Records drawn from a dataset
____
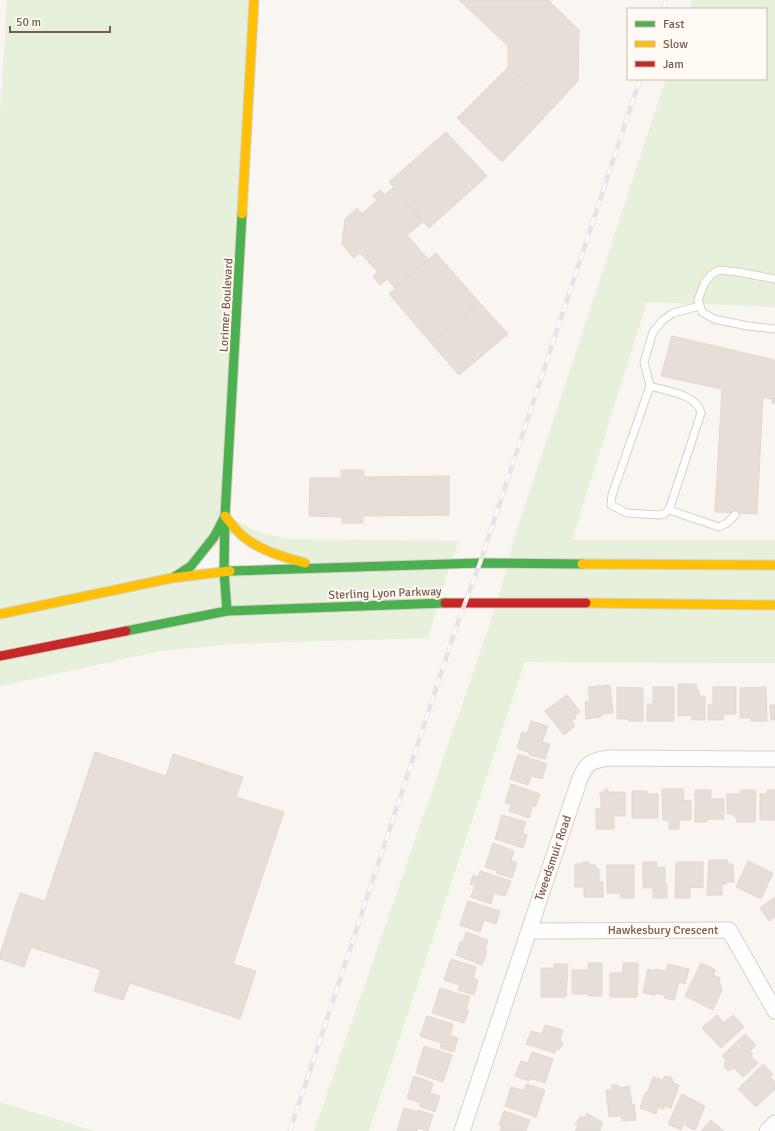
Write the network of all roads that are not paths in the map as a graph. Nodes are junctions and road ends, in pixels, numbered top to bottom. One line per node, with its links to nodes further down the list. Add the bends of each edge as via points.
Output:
1 (254, 0): 8 (main road, Lorimer Boulevard)
2 (775, 280): 3 (lane, via 720,270 712,274 704,284 698,300)
3 (700, 306): 4 (lane, via 702,312 714,319); 5 (lane, via 673,313 653,332 644,362)
4 (775, 329)
5 (650, 386): 6 (lane, via 690,398 700,407 701,413); 6 (lane, via 612,495 611,505 627,513 659,515)
6 (669, 510): 7 (lane, via 719,526 727,523)
7 (735, 515)
8 (225, 516): 10 (main road, via 237,532 253,544 285,557); 11 (main road, Lorimer Boulevard); 12 (main road, via 214,537 191,566)
9 (775, 565): 10 (main road, via 480,563)
10 (321, 567): 11 (main road)
11 (224, 571): 12 (main road); 14 (main road, Lorimer Boulevard)
12 (172, 578): 15 (main road)
13 (775, 605): 14 (main road, Sterling Lyon Parkway, via 465,602)
14 (226, 611): 16 (main road, Sterling Lyon Parkway)
15 (0, 614)
16 (0, 656)
17 (775, 759): 18 (street, Tweedsmuir Road, via 610,758 589,763 579,781)
18 (529, 931): 19 (street, Hawkesbury Crescent, via 729,930); 21 (street, Tweedsmuir Road)
19 (775, 1011)
20 (775, 1123): 22 (street)
21 (462, 1131)
22 (767, 1131)

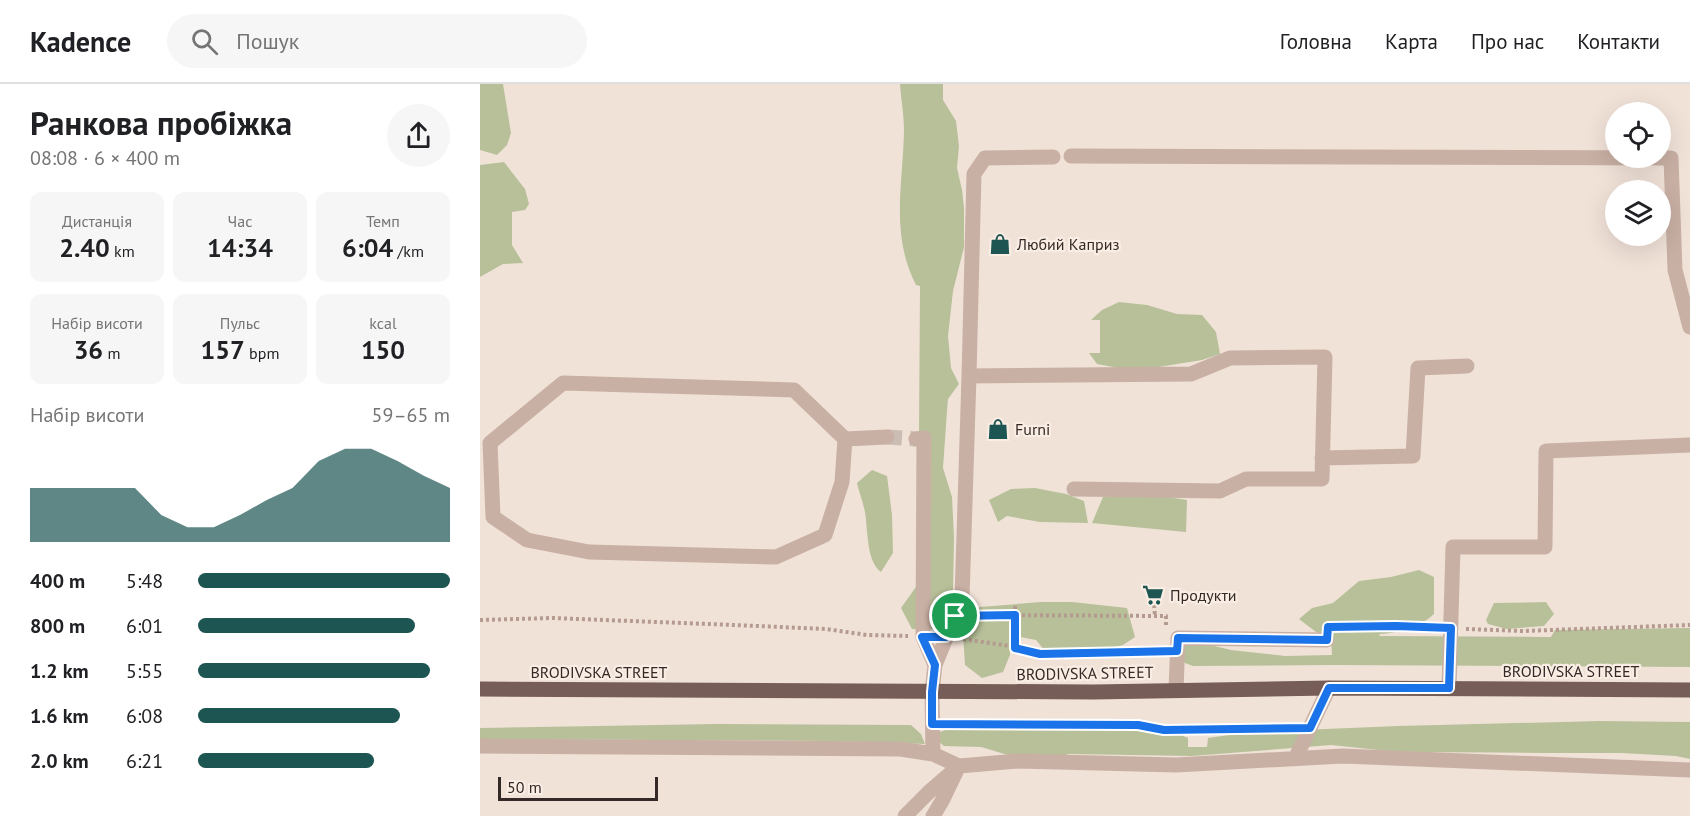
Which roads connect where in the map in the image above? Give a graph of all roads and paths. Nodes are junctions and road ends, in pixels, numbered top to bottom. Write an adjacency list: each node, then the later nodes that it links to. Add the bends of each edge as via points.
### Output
1 (1071, 156): 3 (street, via 1671,158 1675,270)
2 (1053, 157): 5 (street, via 985,158 974,174)
3 (1690, 327)
4 (1467, 366): 10 (street, via 1418,368 1413,456)
5 (969, 376): 10 (street, via 1191,374 1230,358 1324,357); 15 (street, via 962,599)
6 (886, 437): 7 (street)
7 (845, 439): 7 (street, via 794,390 563,382 490,443 493,517 527,540 589,552 776,557 825,535 842,483)
8 (916, 439): 21 (street, via 924,438)
9 (1690, 445): 19 (street, via 1546,451 1545,547 1453,547)
10 (1322, 458): 11 (street, via 1322,479 1246,479 1220,491)
11 (1074, 489)
12 (1154, 605): 16 (path)
13 (1015, 606): 14 (path)
14 (1015, 615): 15 (path); 16 (path); 24 (path)
15 (955, 616): 22 (street)
16 (1155, 616): 20 (path, via 1166,616)
17 (480, 620): 21 (path, via 553,618 826,629)
18 (1690, 625): 19 (path)
19 (1451, 628): 23 (path, via 1328,627); 28 (street)
20 (1166, 632)
21 (922, 637): 26 (street)
22 (946, 637): 24 (path); 26 (street)
23 (1327, 640): 25 (street, via 1178,638)
24 (1015, 648): 25 (path, via 1040,654)
25 (1177, 651): 30 (street)
26 (935, 665): 32 (street)
27 (1329, 688): 28 (main road, BRODIVSKA STREET); 30 (main road, BRODIVSKA STREET); 34 (street)
28 (1449, 688): 31 (main road, BRODIVSKA STREET)
29 (480, 689): 32 (main road, BRODIVSKA STREET)
30 (1176, 690): 32 (main road, BRODIVSKA STREET)
31 (1690, 690)
32 (932, 692): 33 (street)
33 (932, 724): 34 (path, via 1138,725 1164,730); 36 (street)
34 (1310, 728): 37 (street)
35 (480, 746): 36 (street, via 900,749)
36 (933, 754): 38 (street)
37 (1295, 759): 38 (street, via 1176,765 1018,761); 39 (street, via 1343,756)
38 (959, 766): 40 (street); 41 (street)
39 (1690, 770)
40 (905, 816)
41 (933, 816)

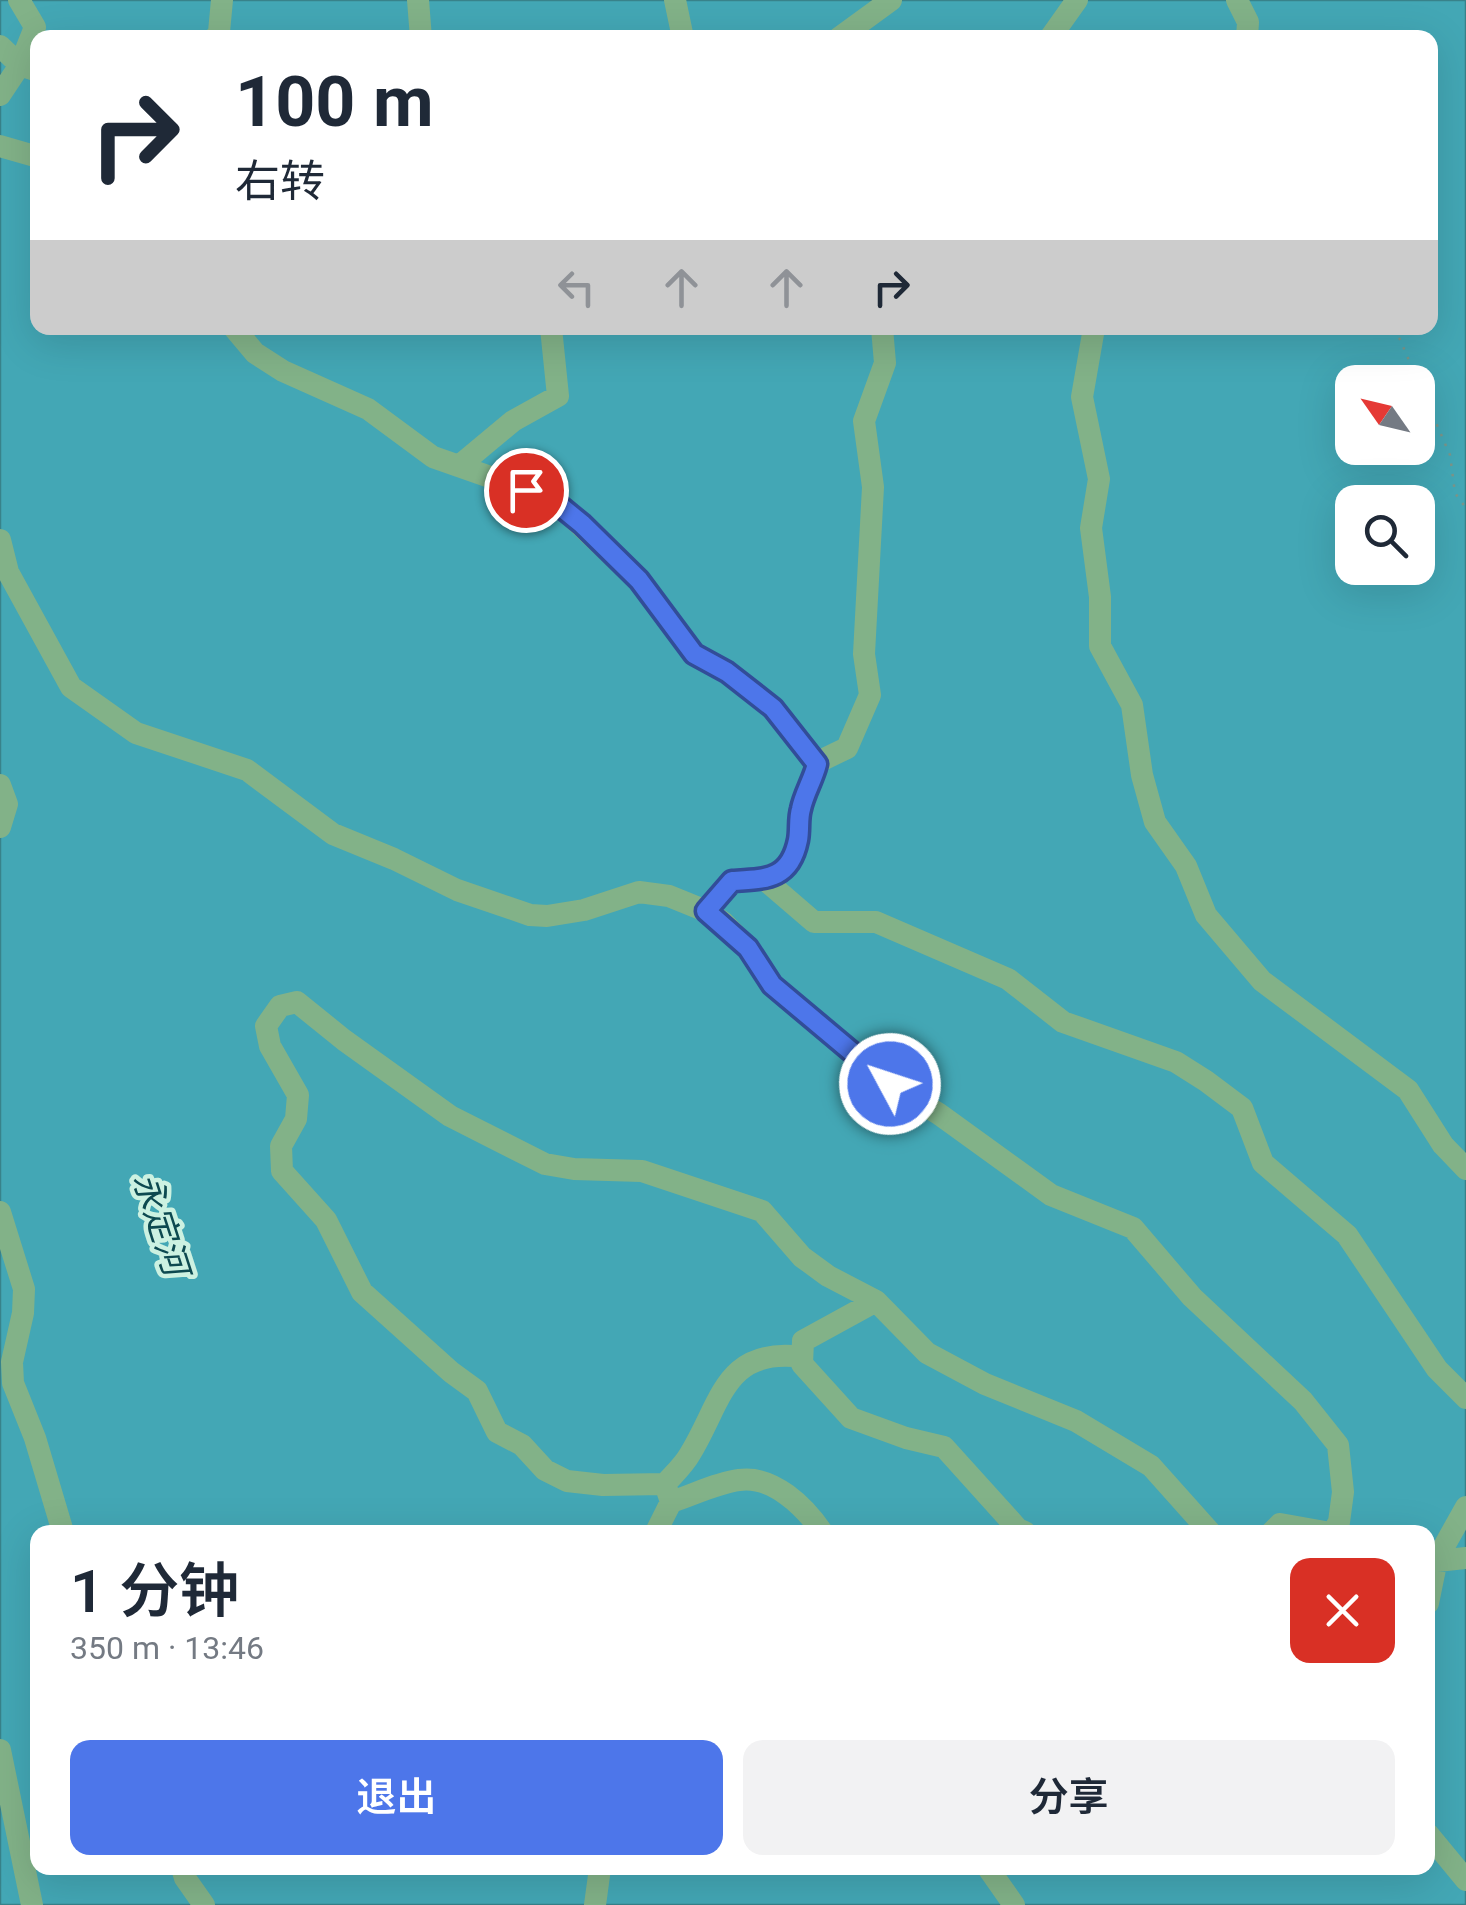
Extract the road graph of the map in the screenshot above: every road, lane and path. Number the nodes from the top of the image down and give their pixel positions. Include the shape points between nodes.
____
WHAT YOU HAVE TO DO
Which of the lines in the data hold the string "image"? Report each of them by copying it.

TASK SOLUTION
Which roads connect where in the map in the image above? Give a graph of all roads and paths. Nodes are junctions and road ends, in pixels, numbered top to bottom. Write an adjacency list: each node, then the later nodes that it links to. Add the bends of each edge as via points.
Extract the road graph of the map in the screenshot above: every road, lane and path. Number the nodes from the top of the image down and give their pixel positions. Include the shape points between nodes.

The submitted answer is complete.